I followed her with Mandarin in my wake. The Quilava stepped lightly through the water only to get splashed as Niiro pulled out of the shallows and sped off towards Neo Manhattan, in a hurry to leave this place behind him.  
"GAAAAAAH!!!!"  
Trish sauntered up to the gate and examined it through her shrewd eyes.  
"Nice..."  
Mandarin hugged the cane and looked up at me with a fearful expression. "Nii-Nii-Niiro left us....HE LEFT US!!!"  
I put a hand on her shoulder. "We'll be okay, babe."  
Trish snorted at this and gestured towards me. "Dante do something about this door."  
"Like what?"  
"Open it!"  
"Why? It's nice just looking at the door..."  
"OPEN THE FRIGGIN' DOOR!!!"  
"Okay, okay." I walked up to the massive wooden beam latch. It was about ten inches thick; I would not be able to lift....So I did the next best thing. Lifting Force Edge above my head, I took aim, prayed to Myu, then struck. The blade got lodged in the wood. Beautiful. I wrapped my hands around the jeweled hilt, placed my feet against the door and pulled for all that I was worth. Which evidently was not that much. Trish wrapped her arms around my waist and pulled with me.  
"Good grief, and I thought Demons were supposed to be-YARGH!"  
The sword came loose and Trish and I were sent sprawling backwards into the shallows with a rendering splash. I landed on top of her.  
"Aw, Trish. I didn't know you cared..."  
"Eat me."  
We pulled ourselves upright and I promptly went about wringing the water out of my long coat.   
"Are we gonna go?"  
Mandarin's voice intruded into my temporarily silent existence.
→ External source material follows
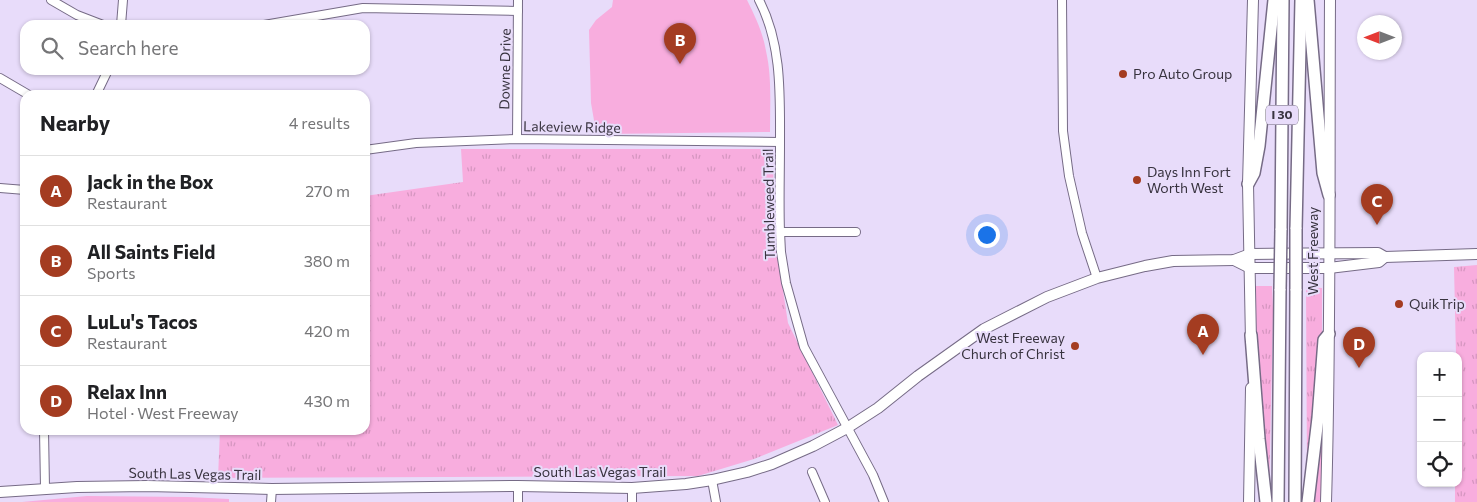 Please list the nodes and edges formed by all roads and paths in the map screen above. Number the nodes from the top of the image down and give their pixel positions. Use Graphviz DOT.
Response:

She stood there, holding the beam in one hand. The door was open and she noticed the stare I was giving her.  
"...What? Is there something on my face?" The Quilava rubbed her cheek with her free hand.  
"H...H...How did you-"  
Trish stormed past me, through the gate. Beyond it was a path, leading along the cliff face into a door to the Castle Keep. It was lined with granite statues and a small foot bridge stretched over it to a tiny watchtower that looked out over the sea. The Gulf Stream used to carry many vessels this way before ships were installed with engines. It must have kept guards on a constant patrol.  
"The Castle of Mundus is at the top of this cliff," Trish looked up along the path. To its left was another ledge stretching about fifty feet above us. At its top I could see the shadows of the castle towers.  
"Come on! Hurry!"  
The Myu jumped straight up...and up...and up...grabbed the ledge and hoisted herself up to the courtyard. Her tail flicked, then she was gone, vanished from my line of sight.  
"Tell me that that didn't just happen!" Mandarin demanded. "Tell me she didn't just jump fifty feet straight into the air..."  
I glanced sidelong at her, "I can jump high too...think I could manage?"  
"Fifty bucks says you can't"  
"You're on!"  
I drew back a few steps and jumped at the cliff. With my Demon abilities I was able to jump very high. I got about twenty or so feet and smacked face first in the rock in the most Wile E. Coyote type of fashion.  
"...Ow..."  
I slid to the ground, crumpling at Mandarin's feet. She looked towards the Castle Keep and summed up my feelings in three words.  
"....We're gonna die..."


	9. Chapter 8: Curse of the Bloody Puppets

****

Chapter 8: Curse of the Bloody Puppets 

"We are only puppets, our strings are being pulled by unknown forces."  
-Georg Büchner 

Mandarin and I had been sitting on the steps of the Castle Keep for several hours with our chins in our hands. Both of us were too afraid to enter, neither of us had the gall to admit it.  
The sun was high overhead, bathing everything in noon light.   
Everything, that is, except Mallet Island . The highest towers had wide structures around their peaks crafted from stone and sheet metal like umbrellas. I could suddenly see it in my mind's eye...I could see Mundus patrolling New Island, having his "Pocket Monster" Clones gathering bricks and building this castle. Behind him, a golden Myutsuu with a monocle. My father.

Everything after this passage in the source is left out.